Rishi Sunak is under fire after an extraordinary claim that “computer says no” forced him to impose real-terms benefits cuts in his spring mini-budget.
The chancellor has been strongly criticised for increasing payments to struggling people by only 3.1 per cent last month – far below the inflation rate of 7 per cent and rising.
Now Mr Sunak has blamed the government’s antique computer system, despite previously suggesting it would be too costly and that other help is available.
“The operation of our welfare system is technically complicated,” he told Bloomberg News.
“It is not necessarily possible to [increase benefits] for everybody. Many of the systems are built so it can only be done once a year, and the decision was taken quite a while ago.”
Mr Sunak acknowledged that blaming the technology “sounds like an excuse”, but insisted he was “constrained somewhat by the operation of the welfare system”.
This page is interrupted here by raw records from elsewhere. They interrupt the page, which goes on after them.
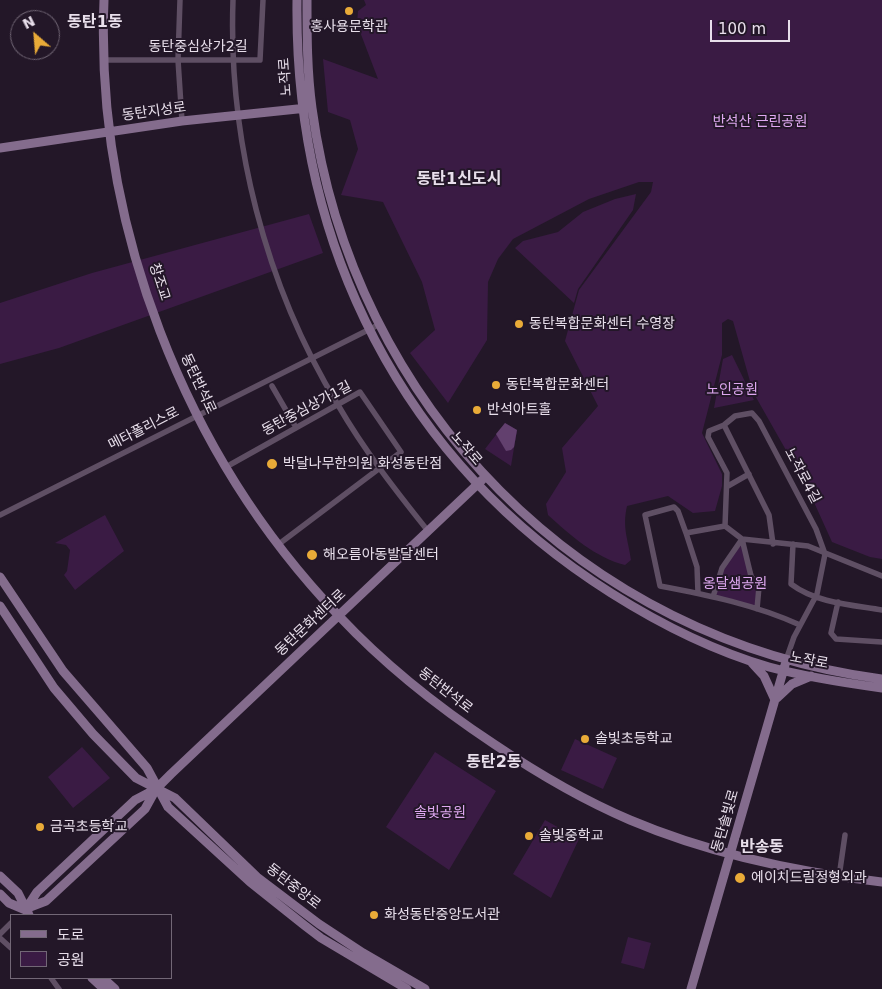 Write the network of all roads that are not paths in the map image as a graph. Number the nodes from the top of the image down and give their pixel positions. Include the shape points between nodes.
1 (104, 0) edge
2 (180, 0) edge
3 (233, 0) edge
4 (264, 0) edge
5 (297, 0) edge
6 (308, 0) edge
7 (104, 60) junction
8 (178, 60) junction
9 (233, 60) junction
10 (309, 74) junction
11 (299, 75) junction
12 (312, 108) junction
13 (302, 109) junction
14 (239, 116) junction
15 (182, 121) junction
16 (110, 132) junction
17 (0, 148) edge
18 (320, 151) junction
19 (309, 153) junction
20 (154, 313) joint
21 (380, 324) junction
22 (370, 330) junction
23 (394, 353) junction
24 (313, 358) junction
25 (385, 358) junction
26 (272, 386) dead end
27 (338, 405) junction
28 (197, 416) junction
29 (294, 424) dead end
30 (724, 425) junction
31 (462, 450) junction
32 (454, 457) junction
33 (226, 467) junction
34 (379, 467) junction
35 (749, 474) junction
36 (486, 477) junction
37 (478, 484) junction
38 (728, 486) junction
39 (511, 502) junction
40 (12, 509) junction
41 (503, 509) junction
42 (0, 510) edge
43 (0, 515) edge
44 (725, 526) junction
45 (428, 531) junction
46 (686, 532) junction
47 (742, 539) junction
48 (279, 544) junction
49 (773, 544) junction
50 (793, 544) junction
51 (825, 554) junction
52 (882, 576) edge
53 (0, 577) edge
54 (698, 593) junction
55 (713, 597) junction
56 (815, 597) junction
57 (838, 602) junction
58 (0, 606) edge
59 (757, 609) junction
60 (882, 610) edge
61 (339, 616) junction
62 (800, 625) junction
63 (882, 638) edge
64 (882, 642) edge
65 (755, 651) junction
66 (750, 660) junction
67 (786, 660) junction
68 (784, 670) junction
69 (813, 671) junction
70 (882, 679) edge
71 (882, 688) edge
72 (775, 700) junction
73 (135, 755) junction
74 (123, 766) junction
75 (156, 789) junction
76 (845, 835) dead end
77 (730, 855) junction
78 (0, 876) edge
79 (839, 877) junction
80 (882, 882) edge
81 (0, 894) edge
82 (25, 913) edge
83 (10, 924) edge
84 (0, 934) edge
85 (0, 938) edge
86 (10, 947) edge
87 (93, 979) edge
88 (104, 979) edge
89 (104, 989) edge
90 (115, 989) edge
91 (407, 989) edge
92 (426, 989) edge
93 (691, 989) edge

1 - 7 street
2 - 8 street
3 - 9 street
4 - 9 street, 동탄중심상가2길 via 260,60
5 - 11 street, 노작로
6 - 10 street, 노작로
7 - 8 street, 동탄중심상가2길
7 - 16 street
8 - 9 street, 동탄중심상가2길
8 - 15 street
9 - 14 street
10 - 11 street via 304,79
10 - 12 street, 노작로
11 - 13 street, 노작로
12 - 13 street, 동탄지성로
12 - 18 street, 노작로
13 - 14 street, 동탄지성로
13 - 19 street, 노작로
14 - 15 street, 동탄지성로
14 - 24 street via 261,230 296,325
15 - 16 street, 동탄지성로
16 - 17 street, 동탄지성로
16 - 20 street, 창조교 via 136,259
18 - 19 street via 313,149
18 - 21 street, 노작로 via 345,244
19 - 22 street, 노작로 via 334,247
20 - 28 street, 동탄반석로
21 - 22 street, 메타폴리스로
21 - 23 street, 노작로
22 - 24 street, 메타폴리스로
22 - 25 street, 노작로
23 - 25 street via 388,353
23 - 31 street, 노작로 via 425,402
24 - 27 street
24 - 28 street, 메타폴리스로
25 - 32 street, 노작로 via 407,395
26 - 29 street
27 - 33 street, 동탄중심상가1길
27 - 34 street
27 - 34 street, 동탄중심상가1길 via 360,392 400,452
28 - 33 street, 동탄반석로
28 - 40 street, 메타폴리스로
30 - 35 street
30 - 38 street via 709,431 708,437 727,473
30 - 51 street, 노작로4길 via 735,416 752,413 759,421 816,529
31 - 32 street via 460,456
31 - 36 street, 노작로
32 - 37 street, 노작로
33 - 48 street, 동탄반석로
34 - 45 street
34 - 48 street, 동탄중심상가1길
35 - 38 street
35 - 49 street via 769,515
36 - 37 street, 동탄문화센터로
36 - 39 street, 노작로
37 - 41 street, 노작로
37 - 45 street, 동탄문화센터로
38 - 44 street
39 - 41 street via 504,503
39 - 65 street, 노작로 via 568,551 621,587 682,620
40 - 42 street
40 - 43 street, 메타폴리스로
41 - 66 street, 노작로 via 549,549 620,598 674,628
44 - 46 street
44 - 47 street
45 - 61 street, 동탄문화센터로
46 - 54 street via 697,566
46 - 54 street via 674,507 645,515 660,586
47 - 49 street
47 - 55 street via 722,568
47 - 59 street via 750,576 759,587
48 - 61 street, 동탄반석로
49 - 50 street
50 - 51 street via 808,546
50 - 56 street via 791,584
51 - 52 street
51 - 56 street
53 - 73 street, 동탄중앙로 via 62,671
54 - 55 street
55 - 59 street
56 - 57 street
56 - 62 street
57 - 60 street
57 - 64 street via 831,633 836,639
58 - 74 street, 동탄중앙로 via 54,688
59 - 62 street
61 - 75 street, 동탄문화센터로
61 - 77 street, 동탄반석로 via 431,700 541,774 629,820
62 - 67 street
63 - 64 street
65 - 66 street via 757,657
65 - 67 street, 노작로
66 - 68 street, 노작로
66 - 72 street via 764,676
67 - 68 street, 동탄솔빛로
67 - 69 street, 노작로
68 - 69 street, 노작로
68 - 72 street, 동탄솔빛로
69 - 70 street, 노작로
69 - 71 street, 노작로
69 - 72 street
72 - 77 street, 동탄솔빛로
73 - 74 street via 132,765
73 - 75 street, 동탄중앙로 via 147,768
74 - 75 street, 동탄중앙로
75 - 82 street, 동탄문화센터로 via 135,800 37,892
75 - 82 street, 동탄문화센터로 via 145,810 46,902
75 - 91 street, 동탄중앙로 via 168,807 268,897 321,938
75 - 92 street, 동탄중앙로 via 175,798 226,848 290,903 363,953
76 - 79 street
77 - 79 street, 동탄반석로
77 - 93 street, 동탄솔빛로
78 - 82 street via 18,893
79 - 80 street, 동탄반석로
81 - 82 street
83 - 84 street
85 - 86 street
87 - 89 street
88 - 90 street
But the claim was disputed by experts who argued that – while changing so-called “legacy benefits” and pensions is complex – levels of Universal Credit can and have been increased at pace.
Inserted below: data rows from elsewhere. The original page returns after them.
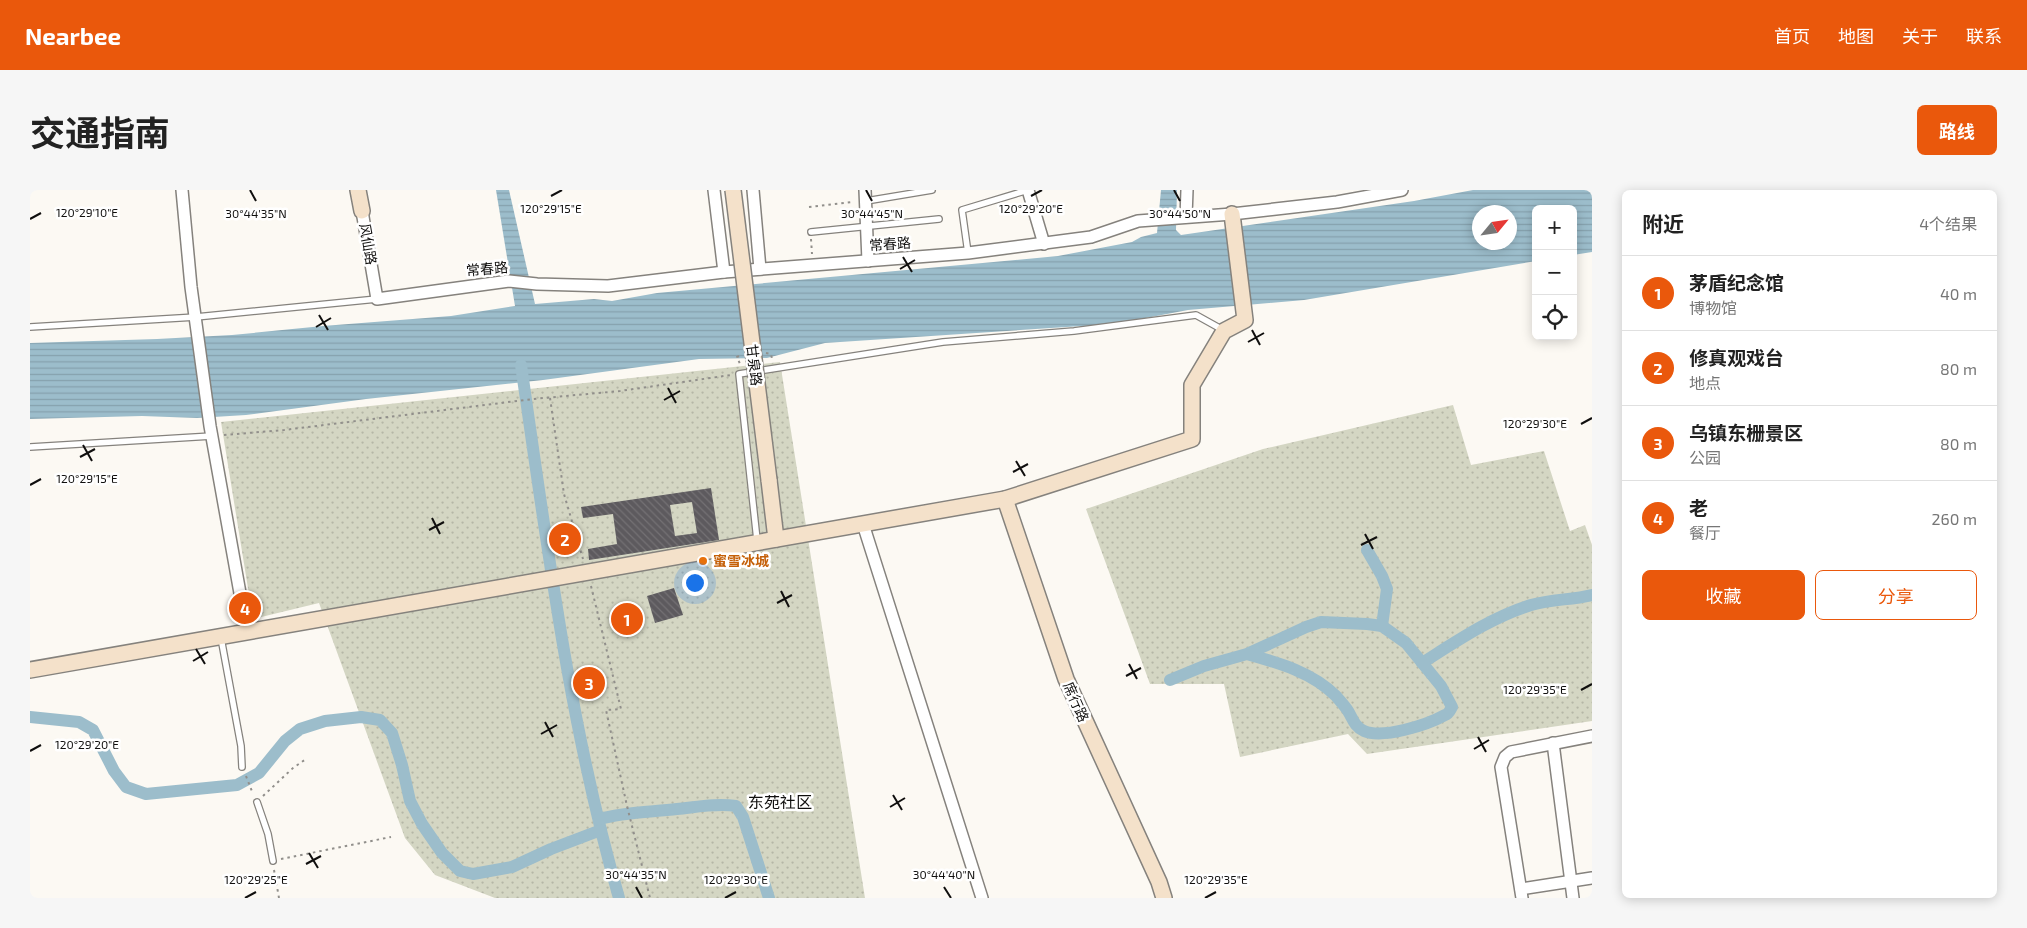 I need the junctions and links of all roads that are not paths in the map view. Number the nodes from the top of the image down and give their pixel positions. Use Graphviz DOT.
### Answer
graph roads {
  1 [pos="182,190"];
  2 [pos="358,190"];
  3 [pos="714,190"];
  4 [pos="732,190"];
  5 [pos="753,190"];
  6 [pos="932,190"];
  7 [pos="1028,190"];
  8 [pos="1187,190"];
  9 [pos="1402,190"];
  10 [pos="865,196"];
  11 [pos="362,211"];
  12 [pos="1232,214"];
  13 [pos="1183,217"];
  14 [pos="939,219"];
  15 [pos="867,226"];
  16 [pos="811,232"];
  17 [pos="1044,244"];
  18 [pos="968,253"];
  19 [pos="868,261"];
  20 [pos="760,269"];
  21 [pos="724,272"];
  22 [pos="378,298"];
  23 [pos="197,321"];
  24 [pos="30,327"];
  25 [pos="1224,331"];
  26 [pos="211,431"];
  27 [pos="30,447"];
  28 [pos="1005,499"];
  29 [pos="863,524"];
  30 [pos="776,539"];
  31 [pos="758,542"];
  32 [pos="247,632"];
  33 [pos="220,636"];
  34 [pos="30,670"];
  35 [pos="1592,736"];
  36 [pos="1553,743"];
  37 [pos="242,766"];
  38 [pos="257,802"];
  39 [pos="273,861"];
  40 [pos="1592,878"];
  41 [pos="1571,881"];
  42 [pos="1521,893"];
  43 [pos="982,898"];
  44 [pos="1164,898"];
  45 [pos="1573,898"];
  1 -- 23 [label="street"];
  2 -- 11 [label="street, 风仙路"];
  3 -- 21 [label="street"];
  4 -- 30 [label="street, 甘泉路, bridge"];
  5 -- 20 [label="street"];
  6 -- 10 [label="lane"];
  7 -- 17 [label="street"];
  7 -- 18 [label="lane"];
  8 -- 13 [label="street"];
  9 -- 12 [label="street, 常春路"];
  10 -- 15 [label="street"];
  11 -- 22 [label="street, 风仙路"];
  12 -- 13 [label="street, 常春路"];
  12 -- 25 [label="street"];
  13 -- 17 [label="street, 常春路"];
  14 -- 15 [label="lane"];
  15 -- 16 [label="lane"];
  15 -- 19 [label="street"];
  17 -- 18 [label="street, 常春路"];
  18 -- 19 [label="street, 常春路"];
  19 -- 20 [label="street, 常春路"];
  20 -- 21 [label="street, 常春路"];
  21 -- 22 [label="street, 常春路"];
  22 -- 23 [label="lane"];
  23 -- 24 [label="lane"];
  23 -- 26 [label="street"];
  25 -- 28 [label="street"];
  25 -- 31 [label="lane"];
  26 -- 27 [label="lane"];
  26 -- 32 [label="street"];
  28 -- 29 [label="street"];
  28 -- 44 [label="street, 席行路"];
  29 -- 30 [label="street"];
  29 -- 43 [label="street"];
  30 -- 31 [label="street"];
  31 -- 32 [label="street"];
  32 -- 33 [label="street"];
  33 -- 34 [label="street"];
  33 -- 37 [label="lane"];
  35 -- 36 [label="street"];
  36 -- 41 [label="street"];
  36 -- 42 [label="street"];
  38 -- 39 [label="lane"];
  40 -- 41 [label="street"];
  41 -- 42 [label="street"];
  41 -- 45 [label="street"];
}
Paul Johnson, director of the Institute for Fiscal Studies, pointed out that Mr Sunak increased Universal Credit immediately when the Covid pandemic struck in 2020.
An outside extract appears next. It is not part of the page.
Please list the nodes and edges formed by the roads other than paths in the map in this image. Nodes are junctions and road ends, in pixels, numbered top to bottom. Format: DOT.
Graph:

Torsten Bell, director of the Resolution Foundation, said: “The chancellor is right that it’s very difficult to change benefits outside the usual cycle, particularly for pensions. But these barriers can be overcome.”
The Department for Work and Pensions appeared to contradict the chancellor’s claim that the system can only be altered once a year, saying changes take “several months to process.”
It said legacy benefits use “complex and inefficient paper-based systems that are slowed further by aging, inflexible IT”, referring only to claimants not yet moved over to Universal Credit.
It said legacy benefits use “complex and inefficient paper-based systems that are slowed further by aging, inflexible IT”, referring only to claimants not yet moved over to Universal Credit.
Angela Rayner, Labour’s deputy leader, poured scorn on the claim, tweeting: “Computer said no? He’s insulting your intelligence.”
The effective benefits cuts have sparked warnings that many more people will be forced to go to food banks and that Mr Sunak has turned a “cost-of-living crisis into an emergency”.
The Treasury watchdog, the Office for Budget Responsibility, has forecast that Britons will suffer the biggest fall in living standards since records began in 1956.
At his spring statement, the chancellor chose instead to raise national insurance thresholds – to partly mitigate the increase in the rate paid – and pledge future income tax cuts.
An emergency town hall fund was increased by £500m, but councils have warned that fails to compensate for previous cuts to their assistance schemes.